Like most systems, a septic system is not a zero maintenance system. Just like any other installation or construction with some amount of complexity, there are a number of common septic system problems that can arise. Here we discuss the common septic system problems, and more importantly, their solutions.
A Functioning Septic System
Septic systems consist of essentially a large holding tank which is designed to hold human and organic waste material while it is being decomposed through natural bacterial action into its component gases, liquids and solids. The gases and liquids are continuously removed from the system through vents and tubes in the tank. The solids settle to the bottom of the tank and they are subject to periodic septic tank emptying.
Apart from human waste, septic systems and tanks are also expected to handle other kinds of wastes. These are the common waste that people flush down their kitchen sink, whether it be a small plastic cup, or a bottle cap that fell down the sink. Water from dishwashers and washing machines, which are laced with detergents, are also dumped into the system. Other objects that end up as waste in the septic system include paint thinners, solvents and even gasoline. These are biodegradable compounds that no amount of bacterial action will succeed in decomposing.

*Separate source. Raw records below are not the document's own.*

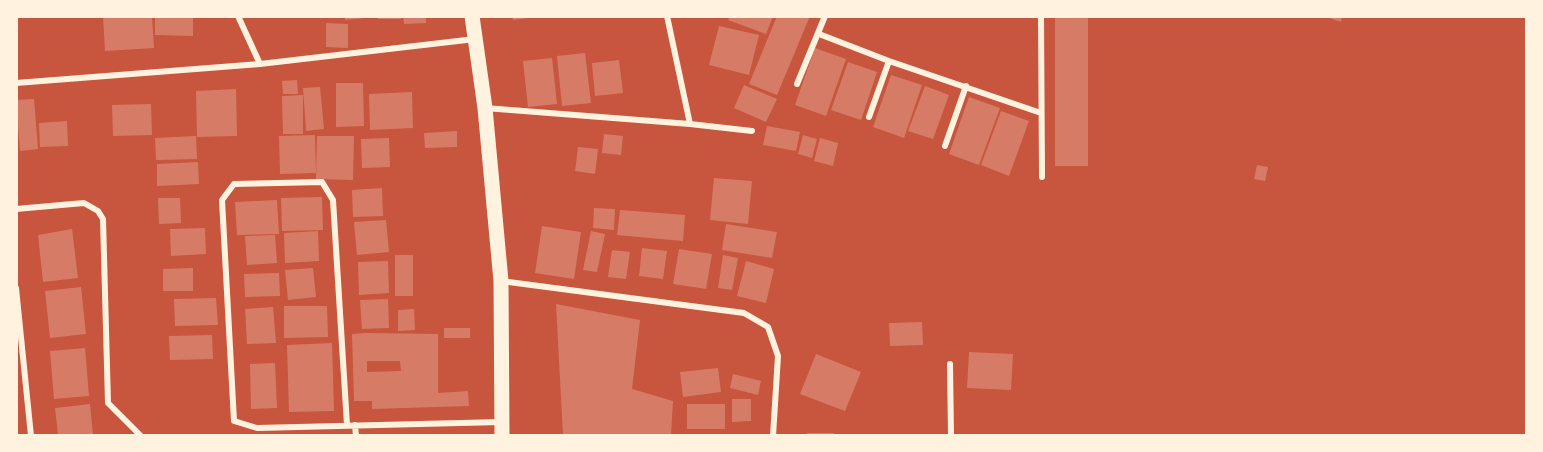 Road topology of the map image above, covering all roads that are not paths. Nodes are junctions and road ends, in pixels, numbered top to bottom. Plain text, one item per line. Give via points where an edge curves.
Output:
1 (238, 16) edge
2 (472, 16) edge
3 (667, 16) edge
4 (825, 16) edge
5 (1041, 16) edge
6 (819, 34) junction
7 (475, 39) junction
8 (889, 61) junction
9 (260, 64) junction
10 (16, 82) edge
11 (797, 84) dead end
12 (966, 86) junction
13 (485, 108) junction
14 (1041, 112) junction
15 (869, 117) dead end
16 (690, 123) junction
17 (752, 131) dead end
18 (945, 146) dead end
19 (1042, 177) dead end
20 (16, 209) edge
21 (501, 281) junction
22 (16, 288) edge
23 (18, 326) edge
24 (950, 364) dead end
25 (347, 425) junction
26 (355, 425) junction
27 (257, 428) junction
28 (501, 428) edge
29 (31, 435) edge
30 (141, 435) edge
31 (258, 435) edge
32 (356, 435) edge
33 (774, 435) edge
34 (951, 435) edge

1 - 9 street
2 - 7 main road
3 - 16 street
4 - 6 street
5 - 14 street
6 - 8 street
6 - 11 street
7 - 9 street
7 - 13 main road
8 - 12 street
8 - 15 street
9 - 10 street
12 - 14 street
12 - 18 street
13 - 16 street
13 - 21 main road
14 - 19 street
16 - 17 street
20 - 30 street via 84,203 103,219 108,403
21 - 28 main road
21 - 33 street via 733,311 768,327 778,356
22 - 23 street
23 - 29 street
24 - 34 street
25 - 26 street
25 - 27 street
25 - 27 street via 333,201 322,183 234,184 222,200 234,421
26 - 28 street
26 - 32 street
27 - 31 street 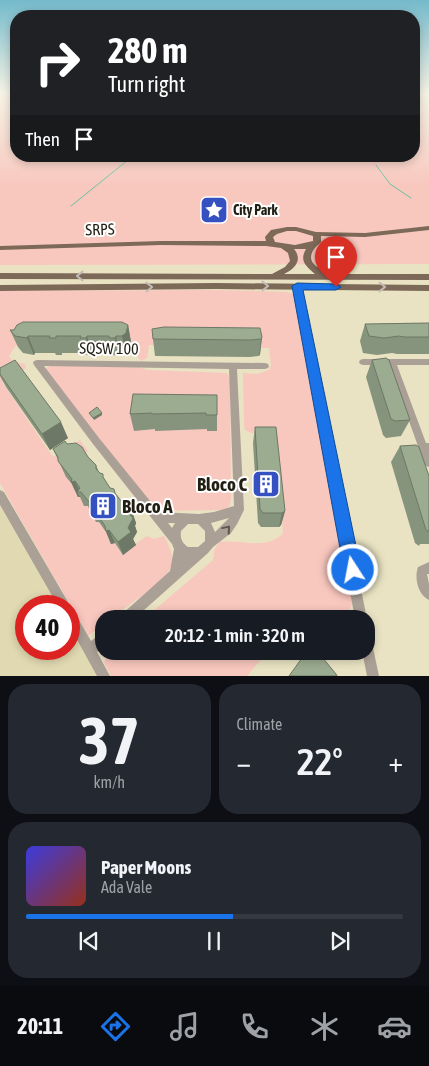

The following compounds are the root of the most common septic system problems:
- Excess water is not good for proper functioning of a septic tank. With excess water, solid wastes are not broken down enough before the level of waste in the tank rises high enough to reach the distribution tubes. The solids can then block the distribution tubes, which lead to the septic drain field.
- Detergents in the water mean that the septic tank will have phosphates, which encourage the growth of algae, which in turn can block the distribution pipes.
- Non-biodegradable waste in the tank will never get out of the tank naturally. The only way to get rid of them is to have them pumped out.
- Paint thinners and solvents are examples of chemical products that find their way into septic system, and which are toxic. From the septic system they are spread into the surrounding soil, which makes the soil unfit for organic and plant growth.
How to solve common septic system problems
The following are the ways in which the septic system problems outlined above, and other problems, can be solved:
- Reduce the amount of water that enters your septic system by using less water in washing your clothes. Try washing less clothes per cycle; spread the washing over many days.
- Shorten the duration of the showers that you take in your family; use “low flow” showerheads to use even less water. Dual flush toilets will also reduce the water that enters your septic system (if you are a little more earth-conscious you can even look into waterless composting toilets). The overall goal is to minimize the water that enters your septic system.
- Using gel or liquid soap in washing machines and dishwashers is a good idea. These types of soaps do not contain phosphates unlike powdered soaps.
- Do not allow non-biodegradable waste to enter your septic system. These include non-organic materials like tampons, diapers, paper towels, etc.
- Always keep toxic materials like paint thinners and solvents out of the system. They will destroy the surrounding soil, and will never be decomposed.
- Finally, every two to four years, you should have your system system pumped. This will ensure that your septic system has enough capacity to work properly.
Hopefully you will be able to use some of these solutions to avoid costly septic system problems in the future.